--- Records provided ---

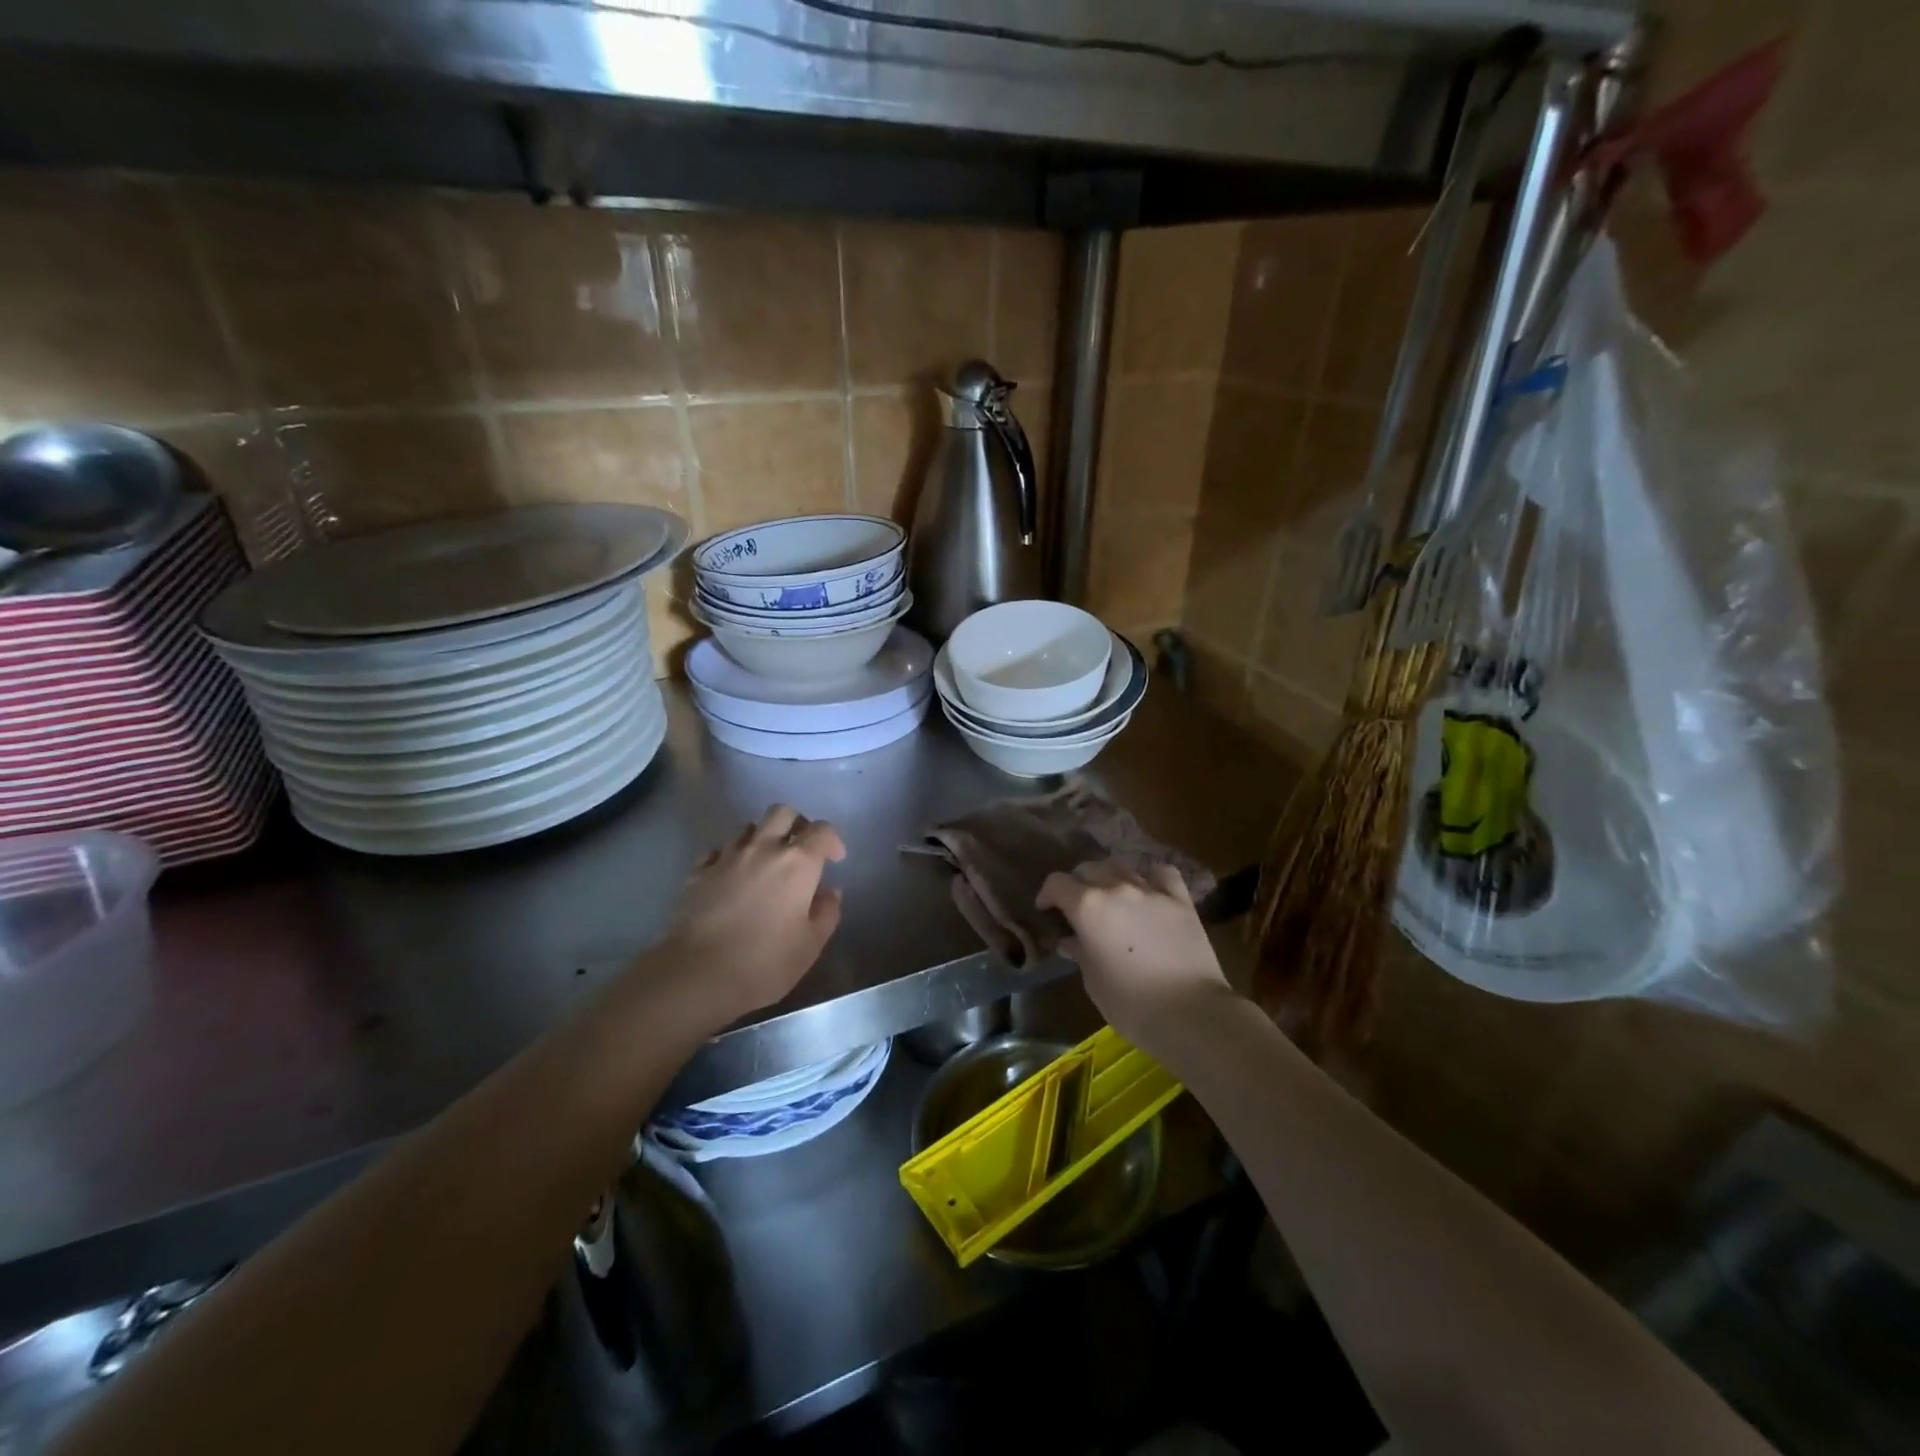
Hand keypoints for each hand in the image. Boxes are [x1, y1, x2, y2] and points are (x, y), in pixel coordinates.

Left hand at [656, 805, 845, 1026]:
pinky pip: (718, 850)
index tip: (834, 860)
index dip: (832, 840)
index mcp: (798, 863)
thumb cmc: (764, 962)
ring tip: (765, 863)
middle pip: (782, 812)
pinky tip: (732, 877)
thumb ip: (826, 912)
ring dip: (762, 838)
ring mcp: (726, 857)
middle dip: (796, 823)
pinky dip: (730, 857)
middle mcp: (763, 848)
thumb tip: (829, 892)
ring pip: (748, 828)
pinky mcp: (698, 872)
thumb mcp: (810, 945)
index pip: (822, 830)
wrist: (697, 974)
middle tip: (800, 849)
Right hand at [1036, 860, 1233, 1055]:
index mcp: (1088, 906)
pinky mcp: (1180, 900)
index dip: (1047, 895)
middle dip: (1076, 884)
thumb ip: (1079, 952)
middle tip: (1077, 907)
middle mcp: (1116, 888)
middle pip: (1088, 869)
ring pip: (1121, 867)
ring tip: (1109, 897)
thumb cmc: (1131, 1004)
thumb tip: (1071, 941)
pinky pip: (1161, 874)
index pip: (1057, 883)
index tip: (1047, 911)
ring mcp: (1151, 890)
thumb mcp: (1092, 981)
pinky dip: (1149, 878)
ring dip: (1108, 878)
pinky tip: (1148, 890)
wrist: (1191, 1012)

---

→ **Task objective**
Word for word, set down each record shown above, omitting the pictures.

→ **Response to the exercise**
Hand keypoints for each hand in the image. Boxes are [x1, y1, x2, y2] and points are (x, y), in pixel coordinates.

Left hand at [656, 805, 845, 1026]:
pinky pip: (718, 850)
index tip: (834, 860)
index dip: (832, 840)
index mcp: (798, 863)
thumb cmc: (764, 962)
ring tip: (765, 863)
middle pip: (782, 812)
pinky tip: (732, 877)
thumb ip: (826, 912)
ring dip: (762, 838)
ring mcp: (726, 857)
middle dip: (796, 823)
pinky dip: (730, 857)
middle mcp: (763, 848)
thumb tip: (829, 892)
ring pip: (748, 828)
pinky mcp: (698, 872)
thumb mcp: (810, 945)
index pip: (822, 830)
wrist: (697, 974)
middle tip: (800, 849)
Right hand at [1036, 860, 1233, 1055]:
index mcp: (1088, 906)
pinky mcp: (1180, 900)
index dip: (1047, 895)
middle dip: (1076, 884)
thumb ip: (1079, 952)
middle tip: (1077, 907)
middle mcp: (1116, 888)
middle pip: (1088, 869)
ring pip: (1121, 867)
ring tip: (1109, 897)
thumb cmc: (1131, 1004)
thumb tip: (1071, 941)
pinky pip: (1161, 874)
index pip: (1057, 883)
index tip: (1047, 911)
ring mcp: (1151, 890)
thumb mcp: (1092, 981)
pinky dip: (1149, 878)
ring dip: (1108, 878)
pinky tip: (1148, 890)
wrist: (1191, 1012)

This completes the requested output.